Wednesday, March 4, 2015

A630.8.4.RB - Build a Tower, Build a Team


The Marshmallow Challenge is a fun and instructive design exercise that encourages teams to experience simple and profound lessons in collaboration, innovation and creativity. The task is simple  and takes only eighteen minutes. Teams must build the tallest freestanding structure out of 20 sticks of spaghetti, one yard of tape, one yard of string, and one marshmallow. The marshmallow need to be on top.

 

Do you agree with Tom Wujec's analysis of why kindergarteners perform better on the Spaghetti Challenge than MBA students? Can you think of any other reasons why kids might perform better?

 

Yes, I agree with Tom's analysis on kindergartners versus MBA students. Why? Business students talk about it, they figure out what it's going to look like, they jockey for power and position. They spend time planning, organizing and controlling as they sketch out the spaghetti ideas. They spend the majority of their time assembling the sticks into ever-growing structures. And then, just as they are running out of time, someone takes the marshmallow and puts in on top. They stand back and say "wow" and they admire their work. Then the weight of the marshmallow causes the structure to buckle and collapse. Business students are usually trained in their graduate curriculum to develop and implement the single right plan. Then the execution and implementation stage begins. So sometimes MBA students get distracted and "bogged down in the details" such as "paralysis by analysis" which is time consuming and not usually value added.
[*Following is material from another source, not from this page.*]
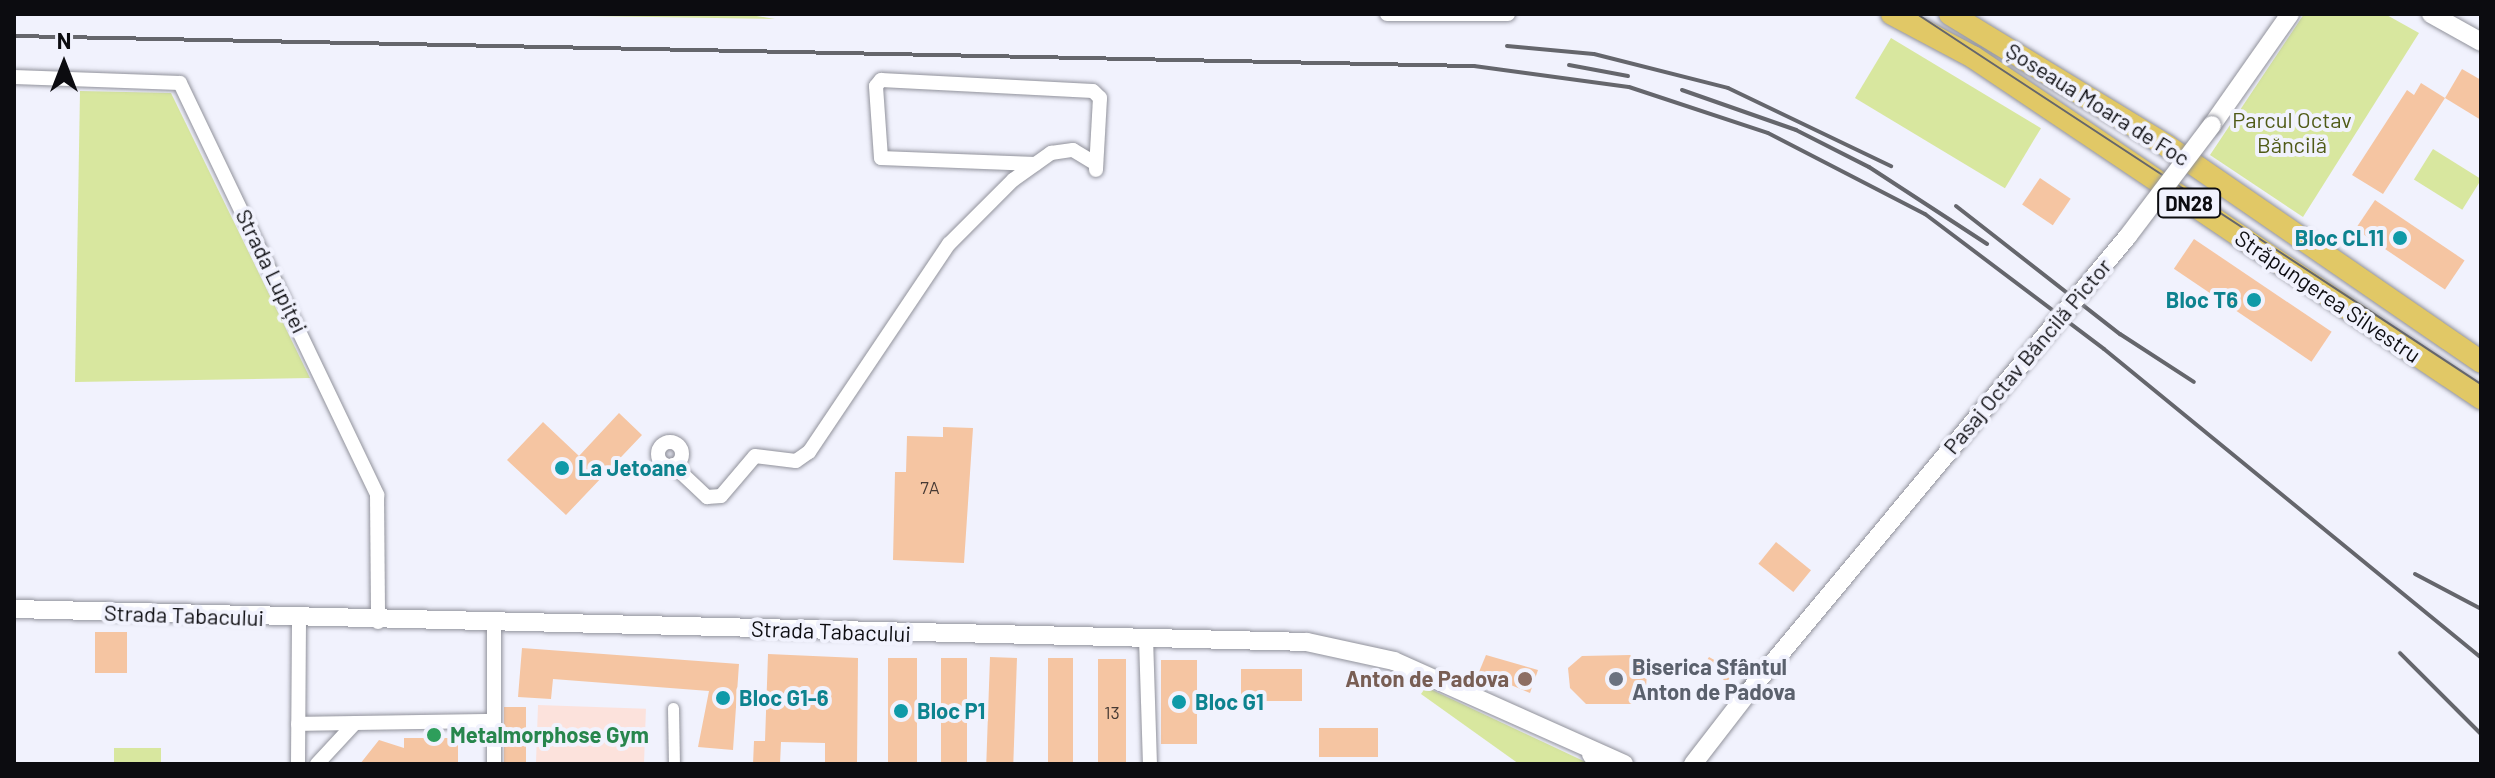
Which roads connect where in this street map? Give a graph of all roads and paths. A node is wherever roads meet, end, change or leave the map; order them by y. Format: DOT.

This is what happens, they run out of time after putting the marshmallow on the top and the crisis starts. Sound familiar in business?

 

What kindergartners do differently is that they start with the marshmallow and they build successive prototypes always keeping the marshmallow on top so they will have multiple opportunities to fix when they build prototypes along the way. Designers recognize this type of collaboration as the foundation of the iterative process. And with each prototype version, kids get instant feedback input about what works and what doesn't work. Kids are usually more creative and innovative as far as ideas and implementation along with experimenting and freewheeling. Failure is not on their mind or in their plan. They want to have fun and succeed. Children are artists.      

 

In your view, why do CEOs with an executive assistant perform better than a group of CEOs alone?

 

Executive assistants usually have good organizational skills along with being creative, innovative with new ideas and approaches. They coach and communicate with CEOs on these along with providing closed-loop communication. They get the players involved and engaged in the process. They are the go to person to get things done. 

 

If you were asked to facilitate a process intervention workshop, how could you relate the video to process intervention skills?

 

The Marshmallow is a great opportunity as a icebreaker activity, get a team into a creative frame of mind, and encourage your organization to think about what it takes to improve creativity, innovation and problem-solving. In addition, it is a powerful technique to improve a team's capacity to generate new ideas, build rapport and incorporate prototyping - all of which are at the heart of creative innovation.

 

Lessons emerge when comparing teams' performance. Who tends to do the worst? Why? Who tends to do the best? Why? What improves performance? What destroys it?

 

What can you take away from this exercise to immediately use in your career?

 

First is the importance of icebreaker activities as learning exercises. Second is the importance of creativity, innovation and problem-solving for new ideas and approaches. I have had the opportunity to work for several aerospace companies that are big on this along with "experimenting." Lockheed Martin has the "Skunk Works" and Boeing has the "Phantom Works" for creative collaboration in advanced research development and applications for aerospace. Lockheed developed the SR-71 Blackbird, U-2 Dragon Lady and F-117 Nighthawk. In addition, lean manufacturing and the Toyota Production System (TPS) promote "moonshining" and "trystorming" to experiment with new ideas prior to implementation. These are usually included in continuous improvement activities, e.g., kaizen, value stream mapping (VSM) etc. It all starts with an idea, sketch, build a prototype mock-up, try it out and see if it works, change modify it, try it out again. Then proceed with full design and implementation. Another great example is the "Post It Note" that was developed by experimenting at 3M.